ワクワク(仮想地域)が舞台だけどワクワクしない。後半はワクワクするが。

半世紀近く前の海外ドラマなら「ルーツ」。海外小説なら「大統領の娘」。相対的に最近の映画なら「アミスタッド」辺りか? アミスタッドは微妙に雰囲気が違うが…。
テーマは奴隷。でも、単なる虐待物ではない。下層階級から這い上がろうとする主人公達の物語。
こう書くと陳腐な立身出世物の雰囲気が漂うが、そうではない。地に足の付いた、「さもありなん」と感じる展開をしていく。
そして、主人公が奴隷擬きの奉公人の立場ながら、誠実さと向上心、矜持を失っていないので、読んでいて疲れない。
また、筆者が場面、場面を丁寧に描写しているので、社会背景や人間の傲慢さがストンと腑に落ちる。

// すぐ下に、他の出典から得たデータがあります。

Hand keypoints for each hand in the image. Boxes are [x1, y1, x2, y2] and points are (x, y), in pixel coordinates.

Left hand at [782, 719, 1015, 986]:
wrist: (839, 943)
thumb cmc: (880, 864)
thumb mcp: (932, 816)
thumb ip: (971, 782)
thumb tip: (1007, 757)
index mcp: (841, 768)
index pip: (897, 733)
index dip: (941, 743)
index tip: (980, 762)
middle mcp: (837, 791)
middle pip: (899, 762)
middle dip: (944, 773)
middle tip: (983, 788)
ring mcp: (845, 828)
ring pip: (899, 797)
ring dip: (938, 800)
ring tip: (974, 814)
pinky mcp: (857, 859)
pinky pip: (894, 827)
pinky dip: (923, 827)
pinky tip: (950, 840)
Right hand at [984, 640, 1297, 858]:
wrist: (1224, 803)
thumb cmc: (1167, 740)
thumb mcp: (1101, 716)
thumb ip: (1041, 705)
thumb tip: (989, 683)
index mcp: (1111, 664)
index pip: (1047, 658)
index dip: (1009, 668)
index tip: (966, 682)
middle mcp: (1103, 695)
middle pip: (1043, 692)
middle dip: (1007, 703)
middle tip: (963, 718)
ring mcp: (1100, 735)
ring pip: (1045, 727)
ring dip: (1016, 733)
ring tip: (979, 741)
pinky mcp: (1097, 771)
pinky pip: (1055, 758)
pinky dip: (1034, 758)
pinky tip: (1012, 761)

寧ろ、そちらの方に読み応えを感じるのではなかろうか。
主人公の出身地であるワクワクは架空の地であるが、物語のメイン舞台は中世の地中海世界(not北アフリカ)、欧州人がインド洋を目指して勢力拡大を図った大航海時代をモデルとしており、読者がイメージアップし易い舞台設定となっている。
この奥行の深い世界観を、あなたも楽しんでみては? 高い確率で後悔しない、と思う。